第35話:沈殿ブツ
「ところで王子、なんであっしまでここにいるんでしょうか」
「テメェの話が嘘だった時にブチのめす為だよ」
海流に乗ってクリフォト大陸へと向かっている最中だが、まぁ暇である。
「おいキリエ、それなんだ?」
「えっとぉ、あっちで頂いた勇者遍歴記ですぅ。 もしかしたら役に立つことがあるかもって思ってぇ」
「ちょっと俺にも見せてみろ」
キリエが開いているページを覗き込むと、ちょうどこの海域について書かれていた。
「昔はこんなに荒れてなかった代わりにボスクラスの魔物がいたみたいでぇ、剣や矢で傷つくと皮膚がそれ以上に堅くなったみたいですぅ」
「攻撃に耐性がつくタイプか、初撃で殺せばないのと同じだな」
まぁボスといったところでその程度だろう。
他にもなにか面白いものがないか探そうとしたが、違和感を察知した。
俺だけじゃなくタイロックも気付いたようで、耳を動かしている。
「おい密売人、ここに魔物は出んのか?」
「へぇ? いやいや、こんな海底に出るわけないじゃないですか。 私だってここを何十往復してますけど襲われたことなんて一度も―――」
何かの振動が伝わってきた。
岩礁や魚にぶつかったとかではない。
これは……大きな生き物の鼓動。
バルーンの中の光が外にある何かの影を浮かび上がらせた。
「ゲヒイイイイィィ!!」
「うるせぇ響くから黙ってろ!」
叫ぶ男をはたいて黙らせようとするが諦めない。
「逃げましょう! 勝てるわけがない!」
「海の底のど真ん中でどう逃げんだよ」
文字通り袋のネズミという状態で海流に流されているのだ、手も足もでない。
というか下手に出たらどうなるか分かったもんじゃねえ。
「おいキリエ、こいつに弱点とかねぇのか!?」
「えっとぉ、本には堅くなるほど重くなるって書いてあってぇ、それで切り傷に剣をねじ込んでもの凄く重くして海に沈めて難を逃れたらしぃですぅ!」
「今まさにそのせいで襲われてんだがなァ!!」
というかここらの海域が荒れてるのもこいつが暴れてるからじゃねぇのか。
とはいえ、傷つき耐性がつくほど重くなるってのは攻略ヒントとしちゃあ十分すぎる。
さぁて、先ほどからこのバルーンをボールみてぇに追い回して遊んでるクソボスに理科を体験させてやる。

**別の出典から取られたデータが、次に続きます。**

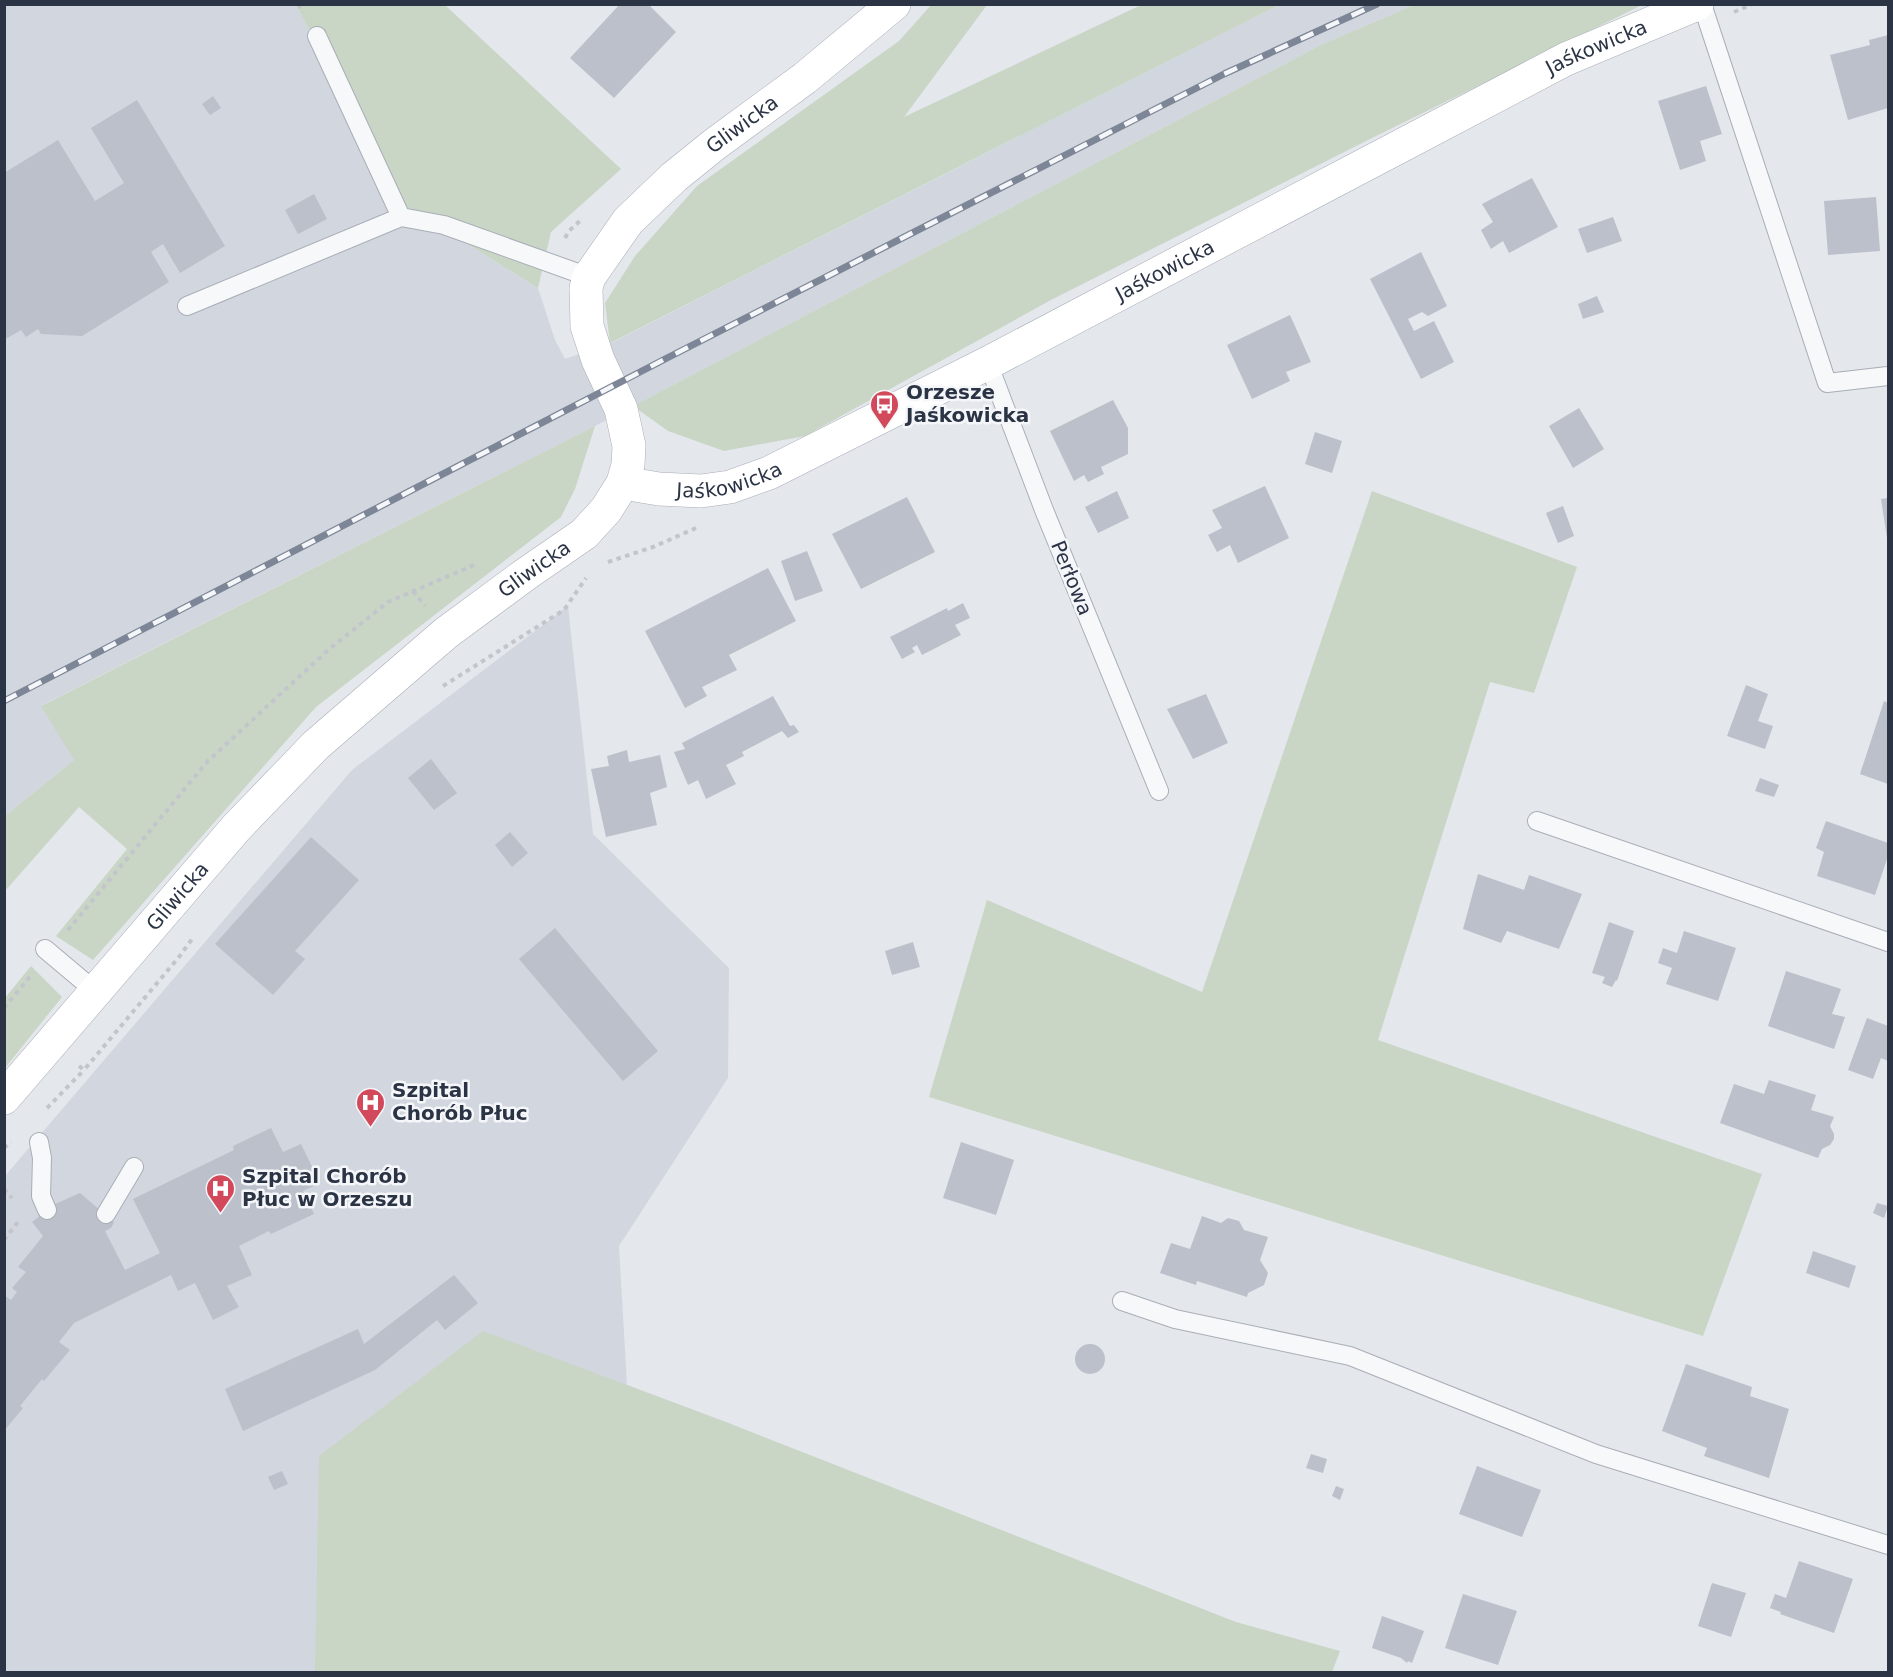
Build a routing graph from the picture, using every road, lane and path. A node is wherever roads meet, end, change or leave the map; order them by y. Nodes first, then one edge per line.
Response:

≪クロガネの理よ、対となる同属をその身から遠ざけ給え≫
呪文を唱えた、俺は【投擲】のスキルで威力を上げたナイフを放つ。
先ほどまの激しい攻撃が止み、気配が遠ざかる。
バルーンに穴が空いたものの、すぐさまタイロックが塞いだので問題ない。
「うわぁぁあああ! 攻撃したら海水が入ってきて沈む、しなかったら食われる、もう終わりだ、死ぬんだぁぁあああ!!」
「やかましい! 黙ってみてろ!」
相も変わらず騒ぐ男をぶっ叩いて静かにさせる。
しばらくするとまた後ろから大きな鼓動が迫る。。
しかしその鼓動は一定の距離を保ったまま近づいてこない。
「さっき呪文は磁力を発生させるもんだ。 バルーン本体にN極、ナイフにつけたバルーンの切れ端にゃS極。 だから近づけば近づくほど離れていくってやつだ」
さらに近づくほどに刺さったナイフが体の奥深くまでめり込んでいき、そのせいで耐性を獲得して重量が上がり速度が落ちる。
遠距離攻撃があれば話は別だが、それがないのは勇者遍歴記で証明されている。
そしてしばらくした後、急にバルーンが上昇し始めたのが体感できた。
どうやら海流に乗りながらボスがグイグイと押してくることもで一気にクリフォト大陸の上昇海流まで到達したようだ。
とはいえ問題もある、まだボスが追ってきていることだ。
いや、よく考えれば問題でもなんでもなかったな。
加速する上昇海流に乗り、バルーンは海面を突き抜けて一気に上空へ飛び出す。
そしてそれを丸呑みにしようとボスまで海上へ出てきた。
「馬鹿がッ! 海中ならまだしも地上に出ればテメェはただの魚類でしかねぇんだよッ!!」
俺は上空で剣を抜き、【剣技】【身体強化】【曲芸】のスキルを発動させる。
束ねられた3つのスキルによって威力が乗算された斬撃はマヌケに大口を開けていたボスを真っ二つに切り裂いた。
まな板の上の鯉のようにさばかれたボスはしばらく痙攣したものの、すぐに動かなくなった。
そして――――。
「おい、マジかよ」
さばいた包丁もとい、聖剣がポッキリと折れていた。